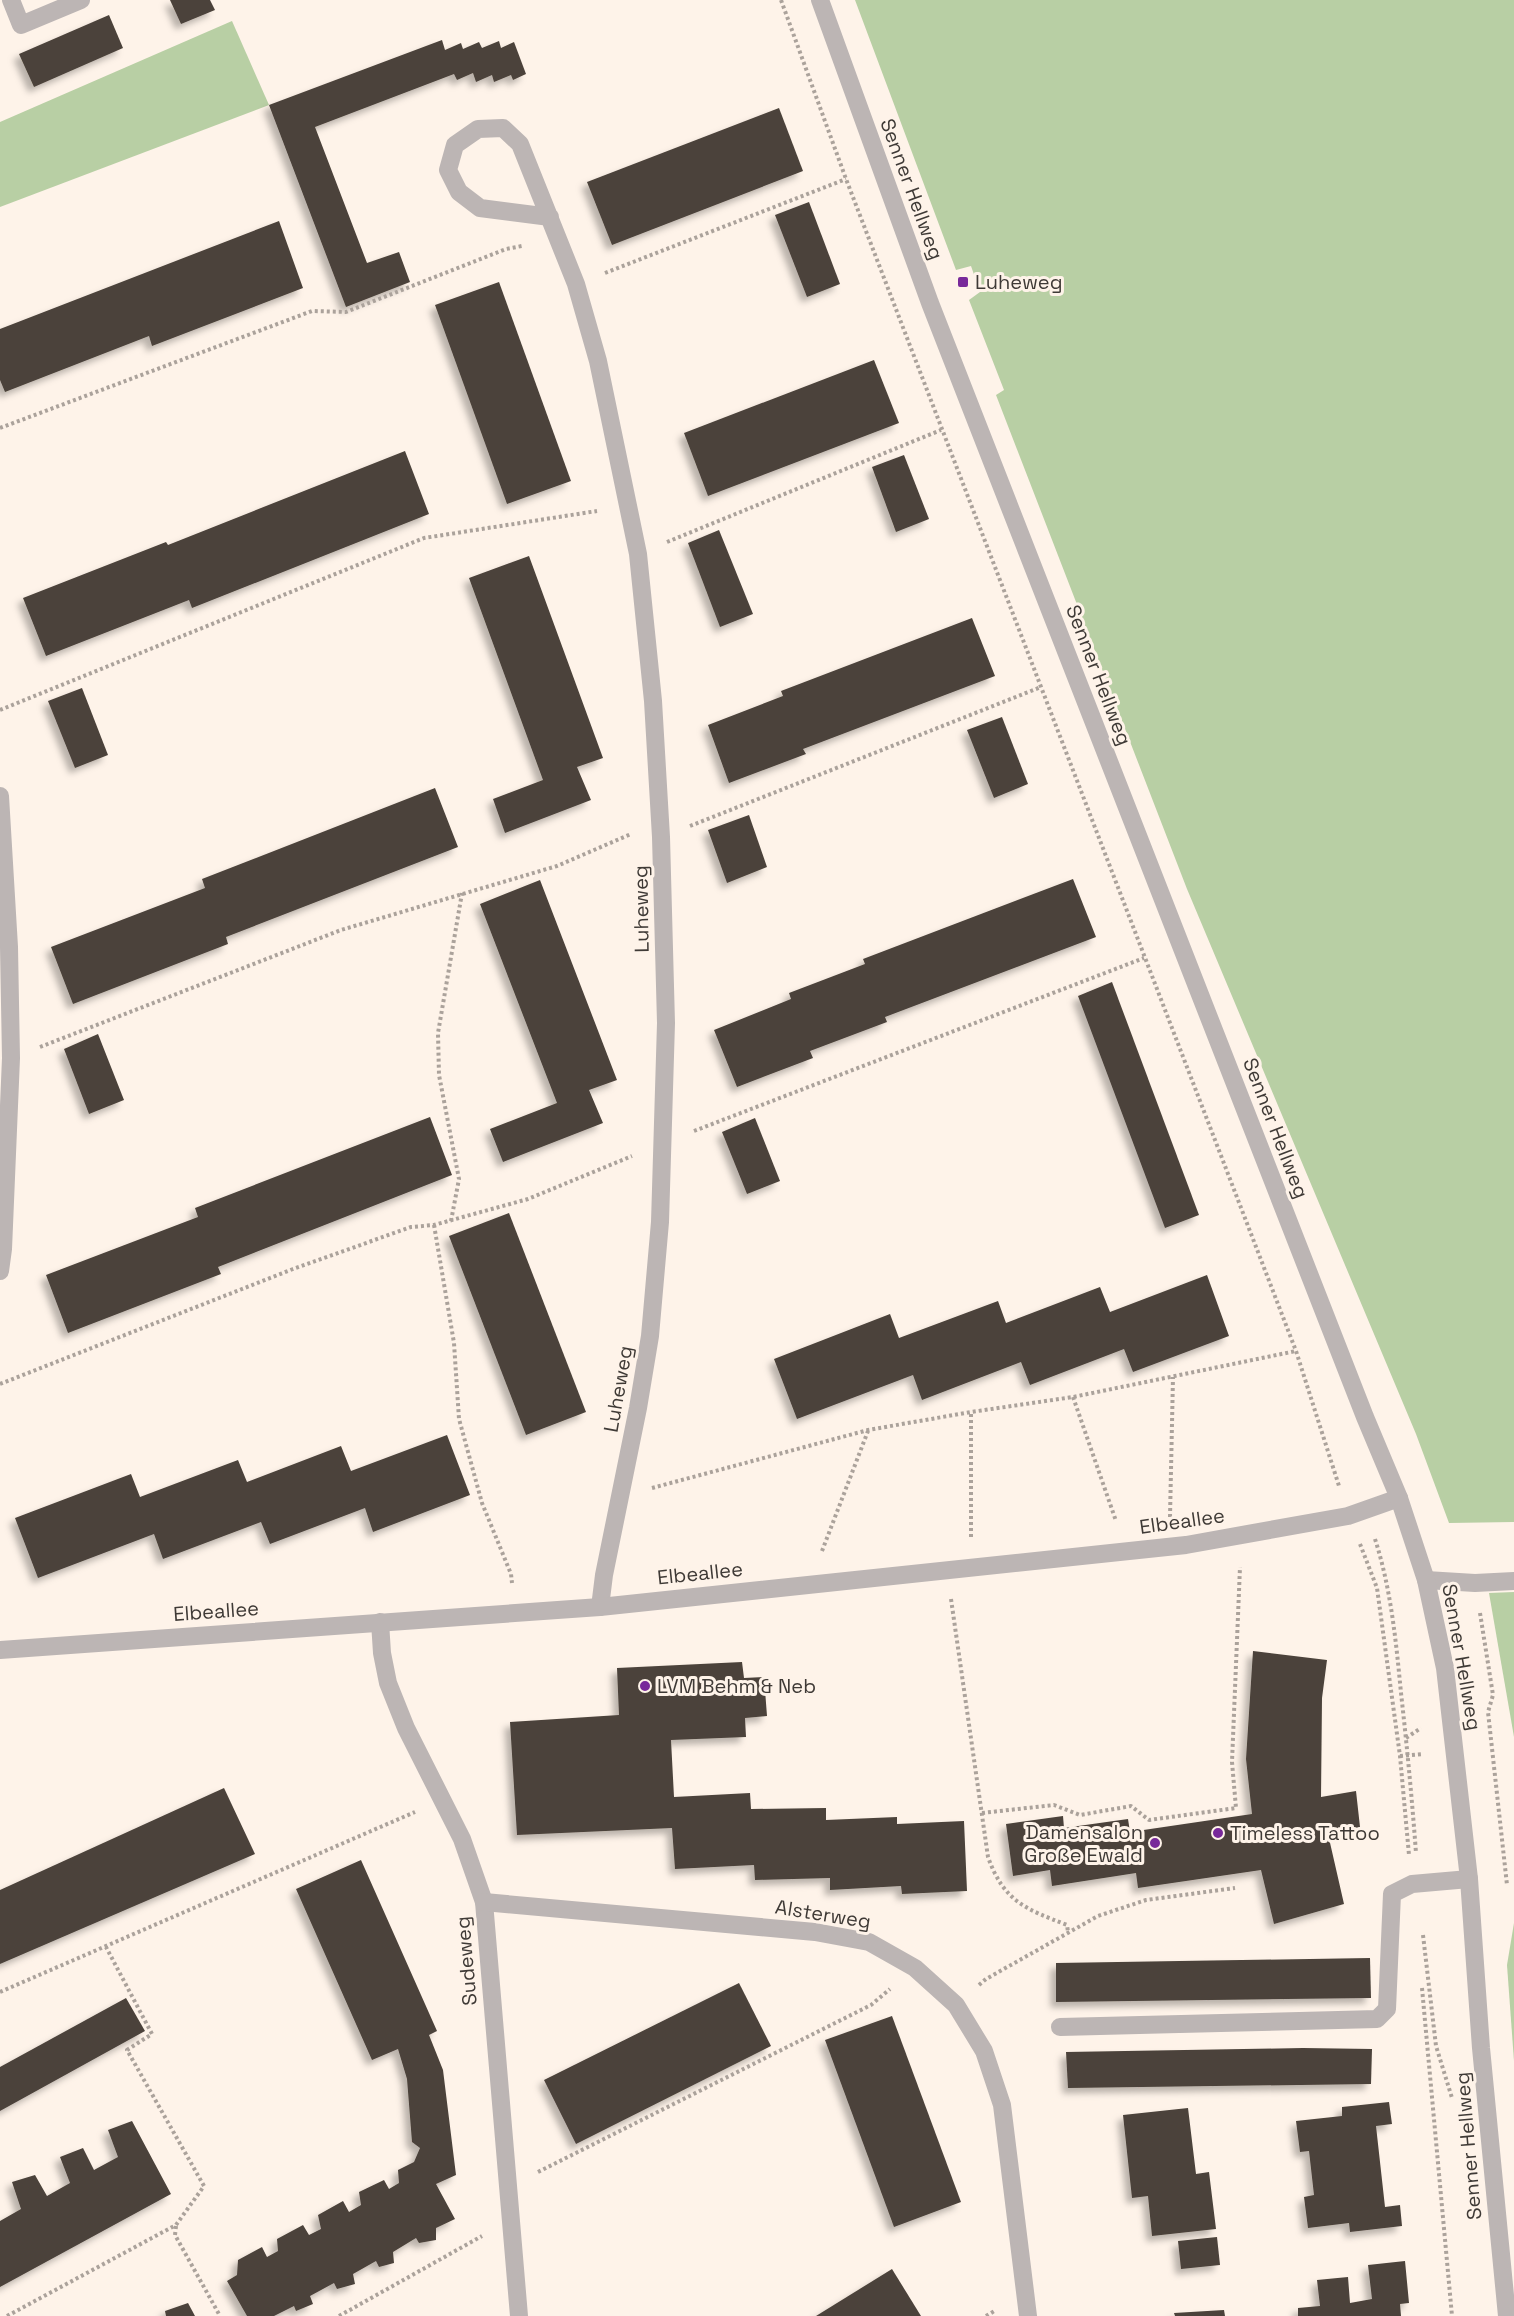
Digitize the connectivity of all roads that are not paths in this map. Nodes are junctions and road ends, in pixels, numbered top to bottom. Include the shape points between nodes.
1 (11, 0) edge
2 (81, 0) edge
3 (820, 0) edge
4 (550, 218) junction
5 (0, 796) edge
6 (0, 1272) edge
7 (1399, 1498) junction
8 (1426, 1580) junction
9 (1514, 1581) edge
10 (600, 1606) junction
11 (380, 1622) junction
12 (0, 1650) edge
13 (1469, 1879) junction
14 (484, 1902) junction
15 (1060, 2027) dead end
16 (519, 2316) edge
17 (1028, 2316) edge
18 (1507, 2316) edge

1 - 2 street via 21,25
3 - 7 street, Senner Hellweg via 930,303
4 - 4 street, Luheweg via 520,144 503,128 478,129 455,145 448,170 459,192 480,208
4 - 10 street, Luheweg via 576,284 598,361 638,554 662,837 666,1023 655,1293 638,1408
5 - 6 street via 12,1058
7 - 8 street, Senner Hellweg
7 - 10 street, Elbeallee via 1348,1516 1186,1545
8 - 9 street
8 - 13 street, Senner Hellweg via 1445,1668
10 - 11 street, Elbeallee
11 - 12 street, Elbeallee
11 - 14 street, Sudeweg via 388,1683 406,1728 462,1839
13 - 15 street via 1418,1883 1392,1893 1387,2009 1377,2019
13 - 18 street, Senner Hellweg
14 - 16 street, Sudeweg
14 - 17 street, Alsterweg via 815,1932 869,1942 915,1968 956,2005 984,2051 1002,2105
************
**WORK REQUIRED**.
Every line of the material must be reproduced verbatim; the pictures are to be omitted.

**WRITTEN ANSWER**.
Digitize the connectivity of all roads that are not paths in this map. Nodes are junctions and road ends, in pixels, numbered top to bottom. Include the shape points between nodes.
1 (11, 0) edge
2 (81, 0) edge
3 (820, 0) edge
4 (550, 218) junction
5 (0, 796) edge
6 (0, 1272) edge
7 (1399, 1498) junction
8 (1426, 1580) junction
9 (1514, 1581) edge
10 (600, 1606) junction
11 (380, 1622) junction
12 (0, 1650) edge
13 (1469, 1879) junction
14 (484, 1902) junction
15 (1060, 2027) dead end
16 (519, 2316) edge
17 (1028, 2316) edge
18 (1507, 2316) edge

1 - 2 street via 21,25
3 - 7 street, Senner Hellweg via 930,303
4 - 4 street, Luheweg via 520,144 503,128 478,129 455,145 448,170 459,192 480,208
4 - 10 street, Luheweg via 576,284 598,361 638,554 662,837 666,1023 655,1293 638,1408
5 - 6 street via 12,1058
7 - 8 street, Senner Hellweg
7 - 10 street, Elbeallee via 1348,1516 1186,1545
8 - 9 street
8 - 13 street, Senner Hellweg via 1445,1668
10 - 11 street, Elbeallee
11 - 12 street, Elbeallee
11 - 14 street, Sudeweg via 388,1683 406,1728 462,1839
13 - 15 street via 1418,1883 1392,1893 1387,2009 1377,2019
13 - 18 street, Senner Hellweg
14 - 16 street, Sudeweg
14 - 17 street, Alsterweg via 815,1932 869,1942 915,1968 956,2005 984,2051 1002,2105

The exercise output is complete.